Sunday, April 28, 2013

Trying to make Sense of Modern Physics

I've been studying physics for many years now.  Although I've made my living mostly as an engineer (mostly electronic,  some optical, mechanical and software), my real interest is fundamental physics.  In particular, how Quantum Mechanics, Relativity (Special and General) and Electromagnetism relate to each other.  And especially how is it even possible that Quantum Mechanics is true?

This last issue is one of several issues that contributed to my dropping out of physics graduate school in the mid 1970's with just a Masters degree (University of Illinois, 1976).  It was clear to me that there was much that was "true" in Quantum Mechanics.  It is able to calculate certain measurable results to phenomenal precision and that agree with experiments. On the other hand, how can such a probabilistic theory preserve conservation of energy not just statistically, but in detail for every interaction?  In the 1970's I was not very articulate in expressing these concerns, and I didn't find anyone interested in discussing it.

After leaving graduate school I discovered the famous EPR Paper in Physical Review (see Wikipedia article on EPR_Paradox), but also read the response to it in the following month's issue (by Dirac?  I don't recall who responded to this challenge to QM.)  I was equally impressed by that response that QM was at least self consistent, although I still didn't understand how it could be both statistical and precisely conserve energy (for example).  Since then I've read Bell's paper (see John Bell: On the problem of hidden variables in quantum mechanics)  which showed that it is possible to distinguish between QM and a theory of hidden variables.  The idea of hidden variables was attractive to me then.  Then in the 1980's results started appearing showing that these statistical tests favored QM.  Gradually, as these tests got stronger and stronger it became clearer and clearer that QM was giving the correct results and the sort of "local, hidden variable" theories that I was looking for did not.

As I thought about all this I realized that my central issue was the interpretation of the wave function.  As I read more and gained a deeper understanding it became crystal clear that there is nothing "real" about the wave function, and that it's collapse does not represent any change in the physical world.  Yet there is clearly something meaningful represented by the wave function.  QM uses it to make calculations that are confirmed by experiment to exquisite precision.
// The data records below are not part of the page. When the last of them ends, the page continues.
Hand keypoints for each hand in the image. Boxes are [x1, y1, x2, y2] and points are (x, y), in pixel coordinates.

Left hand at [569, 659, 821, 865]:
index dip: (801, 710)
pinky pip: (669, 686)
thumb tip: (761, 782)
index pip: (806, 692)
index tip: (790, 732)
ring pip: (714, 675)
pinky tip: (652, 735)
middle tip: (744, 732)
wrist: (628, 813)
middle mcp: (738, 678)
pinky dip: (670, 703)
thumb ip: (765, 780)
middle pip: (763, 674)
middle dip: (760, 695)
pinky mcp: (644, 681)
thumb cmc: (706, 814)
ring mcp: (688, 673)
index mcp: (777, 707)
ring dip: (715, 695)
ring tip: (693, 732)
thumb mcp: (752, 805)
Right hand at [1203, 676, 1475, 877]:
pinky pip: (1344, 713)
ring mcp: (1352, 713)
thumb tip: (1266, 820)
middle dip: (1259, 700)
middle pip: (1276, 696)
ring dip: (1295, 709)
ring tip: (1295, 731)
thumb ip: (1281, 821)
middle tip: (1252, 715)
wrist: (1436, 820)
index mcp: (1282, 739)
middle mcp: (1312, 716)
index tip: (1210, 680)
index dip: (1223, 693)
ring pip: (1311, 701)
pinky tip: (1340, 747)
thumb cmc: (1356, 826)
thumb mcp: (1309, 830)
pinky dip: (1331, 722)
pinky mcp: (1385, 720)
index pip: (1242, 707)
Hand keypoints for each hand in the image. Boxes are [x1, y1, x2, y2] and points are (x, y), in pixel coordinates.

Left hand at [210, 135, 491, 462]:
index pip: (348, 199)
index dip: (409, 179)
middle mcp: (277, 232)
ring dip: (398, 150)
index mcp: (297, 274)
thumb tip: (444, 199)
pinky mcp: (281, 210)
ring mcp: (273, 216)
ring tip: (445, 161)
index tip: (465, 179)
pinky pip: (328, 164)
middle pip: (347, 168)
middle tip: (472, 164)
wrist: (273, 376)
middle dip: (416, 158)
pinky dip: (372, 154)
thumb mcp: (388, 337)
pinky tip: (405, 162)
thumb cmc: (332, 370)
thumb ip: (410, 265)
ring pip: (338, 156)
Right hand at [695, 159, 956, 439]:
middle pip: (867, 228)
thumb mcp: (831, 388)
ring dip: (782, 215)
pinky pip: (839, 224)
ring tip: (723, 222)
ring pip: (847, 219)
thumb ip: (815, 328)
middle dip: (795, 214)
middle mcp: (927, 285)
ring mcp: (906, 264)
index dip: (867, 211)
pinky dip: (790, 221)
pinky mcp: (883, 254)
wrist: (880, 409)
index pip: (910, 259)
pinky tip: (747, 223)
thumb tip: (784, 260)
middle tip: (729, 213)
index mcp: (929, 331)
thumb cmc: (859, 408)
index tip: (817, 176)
One thought experiment I considered is a photon from a distant star diffracting around the moon and being detected on earth.  Astronomers have observed these diffraction fringes, so we know that, somehow, each photon "knows" about the size and shape of the moon by the time it arrives on earth.  Yet, I thought, what if the photon was destined to be absorbed on a mountain peak on the moon instead being detected on earth?  How does each photon "know" that the energy in the photon must end up on the moon and not in the detector?  (Excuse the anthropomorphic statements, I find it easier to express it this way.  I do NOT intend to imply that there is any sort of consciousness associated with photons!)  High energy physics experiments are pretty clear that any process that emits a single photon always results in ONE photon being detected anywhere, not sometimes two and occasionally none.  Yet the wave function is a statistical thing.  How does this work?  Also, if an electron in an atom has a wavefunction that is a superposition of several energy eigenstates, and then a measurement is made that puts the electron in a single energy state, how is it that energy is conserved?  And if an excited state of an atom is in an indefinite energy state (due to the lifetime of the state), how is energy conserved in that case?  I still don't have a good answer to that, although some vague ideas are forming.  More about that much later.

I am also interested in relativity, both Special and General.  And how QM is, to some degree, incompatible with GR.  At least, people say that when talking about trying to quantize gravity.  I'll admit right now that I haven't been able to make sense of QED.  I've read Feynmans books, and a number of text books on the subject, but find the MEANING of the mathematics impenetrable, so far.  Again, there is clearly something "true" about QED, I just am having great difficultly seeing through the math to the physics.

It was while pondering this issue that I started to makes some small progress in figuring things out.  I don't claim to have it all figured out yet!  Just a few small things here and there that either I can now understand how they relate to each other, or have found at least one mechanism that might account for how it appears to work.  In this blog I plan to present some of my ideas, and the calculations I did to show that they are consistent with current experimental evidence.

I would appreciate any feedback anyone has on these posts.  I'm looking for critical comments and questions, not necessarily for affirmation of these ideas.  If something isn't clear and convincing, I want to know about it.  If something is WRONG, I especially want to hear about it.  Finally, it would be nice to know that someone out there is reading my posts, other than a disk drive at Google!